- _BRIEF_
Write only the number of lines in the entries below that contain the string "Answer".

- _PROVIDED ENTRIES_

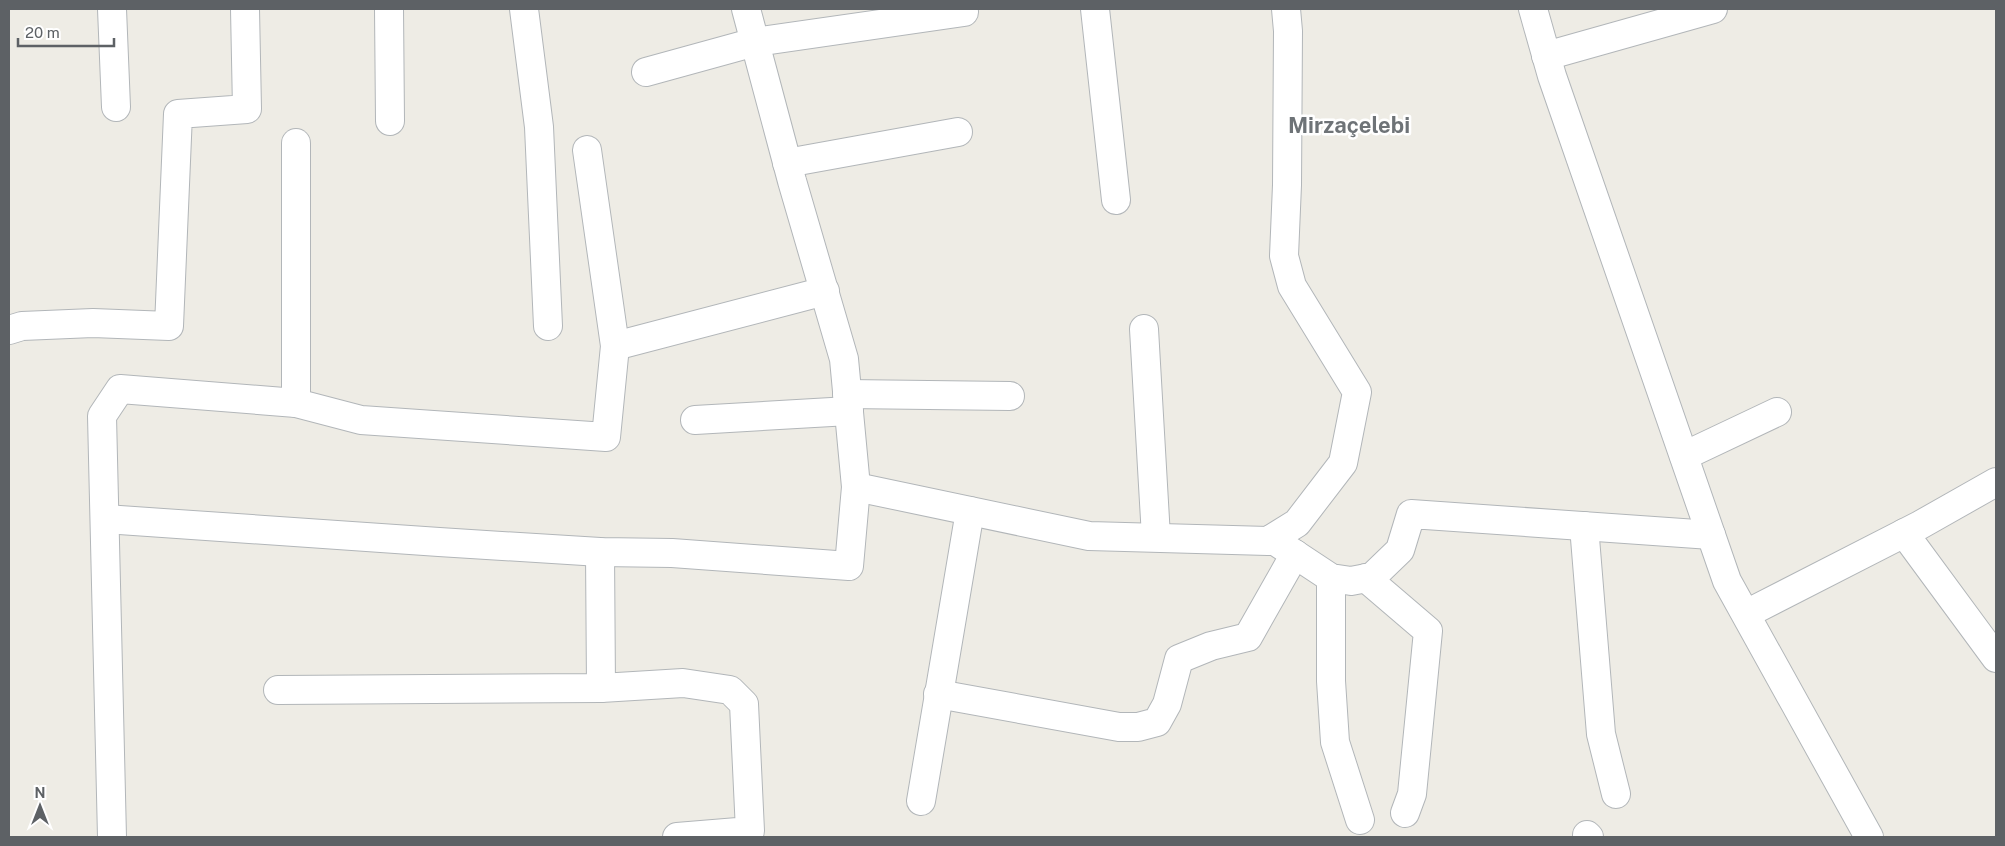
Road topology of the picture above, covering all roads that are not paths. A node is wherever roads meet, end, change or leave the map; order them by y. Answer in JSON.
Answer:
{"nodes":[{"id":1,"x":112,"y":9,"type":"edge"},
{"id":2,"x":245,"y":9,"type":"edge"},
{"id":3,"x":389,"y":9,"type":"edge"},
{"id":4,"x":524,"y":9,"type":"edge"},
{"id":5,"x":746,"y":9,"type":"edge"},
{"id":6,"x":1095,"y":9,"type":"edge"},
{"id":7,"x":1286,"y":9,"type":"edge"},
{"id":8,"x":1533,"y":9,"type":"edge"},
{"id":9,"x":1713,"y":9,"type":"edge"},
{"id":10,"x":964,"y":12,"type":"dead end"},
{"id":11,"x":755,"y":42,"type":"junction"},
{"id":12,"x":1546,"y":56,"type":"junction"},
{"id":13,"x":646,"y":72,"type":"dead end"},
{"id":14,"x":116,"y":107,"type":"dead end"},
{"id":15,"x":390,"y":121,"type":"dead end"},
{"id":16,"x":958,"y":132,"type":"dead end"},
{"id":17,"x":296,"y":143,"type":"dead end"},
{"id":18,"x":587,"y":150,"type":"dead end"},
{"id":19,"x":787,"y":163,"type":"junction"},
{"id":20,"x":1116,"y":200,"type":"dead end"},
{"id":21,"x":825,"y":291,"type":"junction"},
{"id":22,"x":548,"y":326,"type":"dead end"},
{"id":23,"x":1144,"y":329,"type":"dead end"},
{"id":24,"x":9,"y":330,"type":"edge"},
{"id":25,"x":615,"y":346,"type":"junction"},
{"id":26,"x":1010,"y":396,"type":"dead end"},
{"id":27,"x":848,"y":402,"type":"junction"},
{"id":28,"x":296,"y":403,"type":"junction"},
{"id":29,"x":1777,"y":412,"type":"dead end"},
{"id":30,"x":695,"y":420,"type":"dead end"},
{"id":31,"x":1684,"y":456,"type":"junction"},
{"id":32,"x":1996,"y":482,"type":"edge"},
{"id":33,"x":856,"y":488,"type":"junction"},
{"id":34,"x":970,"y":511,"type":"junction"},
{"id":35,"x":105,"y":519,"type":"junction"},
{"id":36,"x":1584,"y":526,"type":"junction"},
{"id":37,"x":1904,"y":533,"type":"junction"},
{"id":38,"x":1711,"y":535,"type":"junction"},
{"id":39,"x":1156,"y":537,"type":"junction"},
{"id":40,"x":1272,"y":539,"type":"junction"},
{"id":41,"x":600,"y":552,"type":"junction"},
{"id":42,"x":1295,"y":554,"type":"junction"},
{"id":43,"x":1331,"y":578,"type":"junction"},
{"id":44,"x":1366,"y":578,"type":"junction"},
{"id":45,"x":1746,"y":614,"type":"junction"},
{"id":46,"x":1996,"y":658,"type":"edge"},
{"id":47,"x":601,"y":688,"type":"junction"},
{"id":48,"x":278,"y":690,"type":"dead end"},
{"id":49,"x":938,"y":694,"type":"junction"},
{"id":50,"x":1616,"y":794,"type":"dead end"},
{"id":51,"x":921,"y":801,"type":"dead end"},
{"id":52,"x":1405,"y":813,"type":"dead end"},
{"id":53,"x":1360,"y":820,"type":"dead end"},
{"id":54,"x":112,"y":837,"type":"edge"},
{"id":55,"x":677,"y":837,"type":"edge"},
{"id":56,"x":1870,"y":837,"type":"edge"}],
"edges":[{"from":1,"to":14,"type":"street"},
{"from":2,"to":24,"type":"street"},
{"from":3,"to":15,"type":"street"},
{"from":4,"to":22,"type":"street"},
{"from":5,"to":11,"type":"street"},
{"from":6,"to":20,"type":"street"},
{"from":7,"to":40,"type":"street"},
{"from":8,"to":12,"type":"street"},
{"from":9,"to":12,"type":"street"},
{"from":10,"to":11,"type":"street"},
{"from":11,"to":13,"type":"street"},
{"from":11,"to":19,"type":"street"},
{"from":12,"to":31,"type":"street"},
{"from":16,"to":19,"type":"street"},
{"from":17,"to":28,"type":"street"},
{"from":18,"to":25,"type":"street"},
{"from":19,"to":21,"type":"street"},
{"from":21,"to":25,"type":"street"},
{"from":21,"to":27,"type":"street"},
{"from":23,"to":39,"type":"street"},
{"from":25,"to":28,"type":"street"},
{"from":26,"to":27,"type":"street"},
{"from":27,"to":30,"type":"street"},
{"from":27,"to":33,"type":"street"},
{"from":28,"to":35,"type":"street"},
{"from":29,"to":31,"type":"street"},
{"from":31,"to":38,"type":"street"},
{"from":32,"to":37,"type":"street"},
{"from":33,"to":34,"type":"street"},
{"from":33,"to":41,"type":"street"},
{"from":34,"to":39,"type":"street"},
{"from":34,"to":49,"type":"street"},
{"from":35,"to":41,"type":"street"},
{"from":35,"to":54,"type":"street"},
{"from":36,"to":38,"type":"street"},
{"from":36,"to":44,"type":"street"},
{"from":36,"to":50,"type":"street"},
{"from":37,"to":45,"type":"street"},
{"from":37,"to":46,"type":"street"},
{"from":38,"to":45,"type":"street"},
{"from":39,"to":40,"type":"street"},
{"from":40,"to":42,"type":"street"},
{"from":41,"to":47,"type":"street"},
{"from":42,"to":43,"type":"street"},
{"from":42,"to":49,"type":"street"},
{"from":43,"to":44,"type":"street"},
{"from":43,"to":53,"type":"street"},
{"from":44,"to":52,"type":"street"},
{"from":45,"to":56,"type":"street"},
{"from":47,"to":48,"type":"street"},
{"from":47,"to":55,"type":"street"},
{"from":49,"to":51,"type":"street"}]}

- _REPLY_
2